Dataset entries
▼

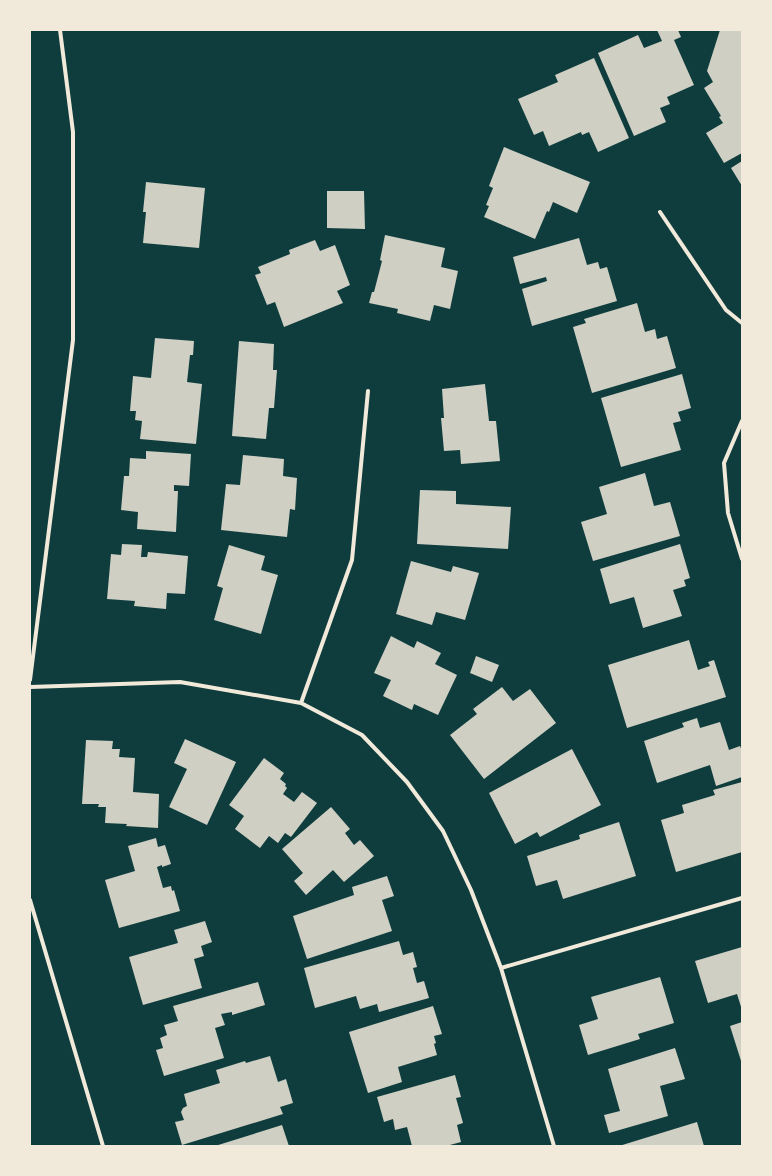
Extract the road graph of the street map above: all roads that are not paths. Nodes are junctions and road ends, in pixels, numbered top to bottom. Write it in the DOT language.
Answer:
graph roads {
  1 [pos="60,30"];
  2 [pos="660,212"];
  3 [pos="742,323"];
  4 [pos="368,391"];
  5 [pos="742,421"];
  6 [pos="742,559"];
  7 [pos="30,680"];
  8 [pos="30,687"];
  9 [pos="301,703"];
  10 [pos="742,898"];
  11 [pos="30,900"];
  12 [pos="501,968"];
  13 [pos="103,1146"];
  14 [pos="554,1146"];
  1 -- 7 [label="street"];
  2 -- 3 [label="street"];
  4 -- 9 [label="street"];
  5 -- 6 [label="street"];
  8 -- 9 [label="street"];
  9 -- 12 [label="street"];
  10 -- 12 [label="street"];
  11 -- 13 [label="street"];
  12 -- 14 [label="street"];
}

▲

▶ [Exercise] Please return the lines above exactly, with the pictures omitted.

▶ [Response box]
Extract the road graph of the street map above: all roads that are not paths. Nodes are junctions and road ends, in pixels, numbered top to bottom. Write it in the DOT language.
Answer:
graph roads {
  1 [pos="60,30"];
  2 [pos="660,212"];
  3 [pos="742,323"];
  4 [pos="368,391"];
  5 [pos="742,421"];
  6 [pos="742,559"];
  7 [pos="30,680"];
  8 [pos="30,687"];
  9 [pos="301,703"];
  10 [pos="742,898"];
  11 [pos="30,900"];
  12 [pos="501,968"];
  13 [pos="103,1146"];
  14 [pos="554,1146"];
  1 -- 7 [label="street"];
  2 -- 3 [label="street"];
  4 -- 9 [label="street"];
  5 -- 6 [label="street"];
  8 -- 9 [label="street"];
  9 -- 12 [label="street"];
  10 -- 12 [label="street"];
  11 -- 13 [label="street"];
  12 -- 14 [label="street"];
}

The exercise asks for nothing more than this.